EXERCISE BRIEF ->
The records that follow should be copied out exactly, pictures excluded.

==== DATA FOR THIS EXERCISE

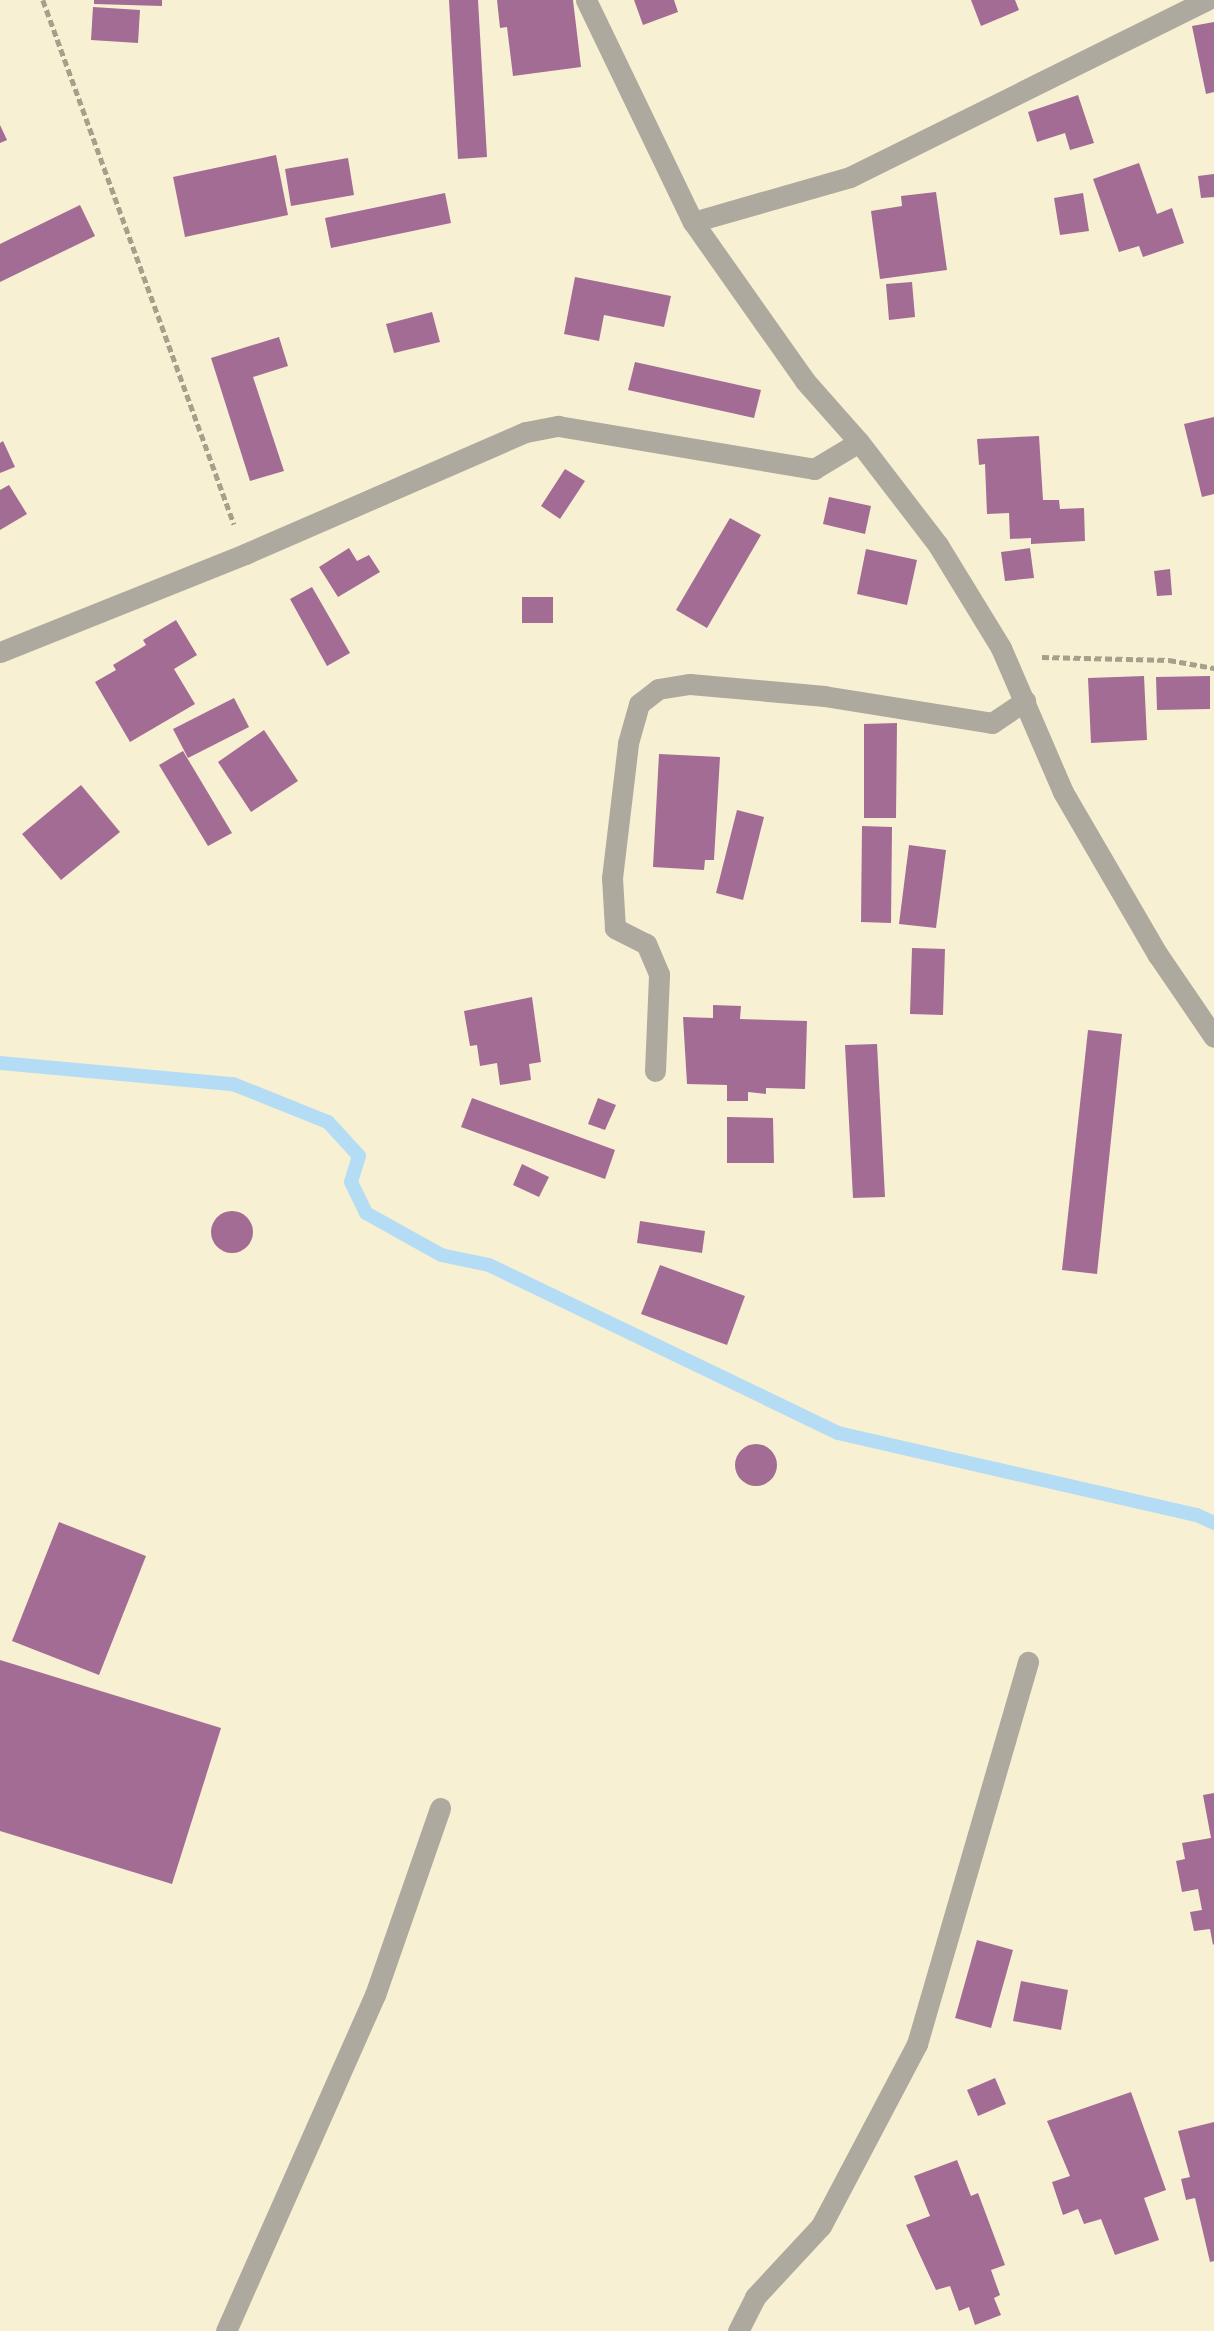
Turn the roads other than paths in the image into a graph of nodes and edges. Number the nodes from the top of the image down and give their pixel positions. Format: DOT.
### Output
graph roads {
  1 [pos="586,0"];
  2 [pos="1207,0"];
  3 [pos="693,222"];
  4 [pos="859,442"];
  5 [pos="0,652"];
  6 [pos="1025,701"];
  7 [pos="1214,1037"];
  8 [pos="656,1071"];
  9 [pos="1028,1662"];
  10 [pos="440,1808"];
  11 [pos="226,2331"];
  12 [pos="738,2331"];
  1 -- 3 [label="street"];
  2 -- 3 [label="street"];
  3 -- 4 [label="street"];
  4 -- 5 [label="street"];
  4 -- 6 [label="street"];
  6 -- 7 [label="street"];
  6 -- 8 [label="street"];
  9 -- 12 [label="street"];
  10 -- 11 [label="street"];
}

========

REPLY TO THE EXERCISE ->
Turn the roads other than paths in the image into a graph of nodes and edges. Number the nodes from the top of the image down and give their pixel positions. Format: DOT.
### Output
graph roads {
  1 [pos="586,0"];
  2 [pos="1207,0"];
  3 [pos="693,222"];
  4 [pos="859,442"];
  5 [pos="0,652"];
  6 [pos="1025,701"];
  7 [pos="1214,1037"];
  8 [pos="656,1071"];
  9 [pos="1028,1662"];
  10 [pos="440,1808"];
  11 [pos="226,2331"];
  12 [pos="738,2331"];
  1 -- 3 [label="street"];
  2 -- 3 [label="street"];
  3 -- 4 [label="street"];
  4 -- 5 [label="street"];
  4 -- 6 [label="street"];
  6 -- 7 [label="street"];
  6 -- 8 [label="street"];
  9 -- 12 [label="street"];
  10 -- 11 [label="street"];
}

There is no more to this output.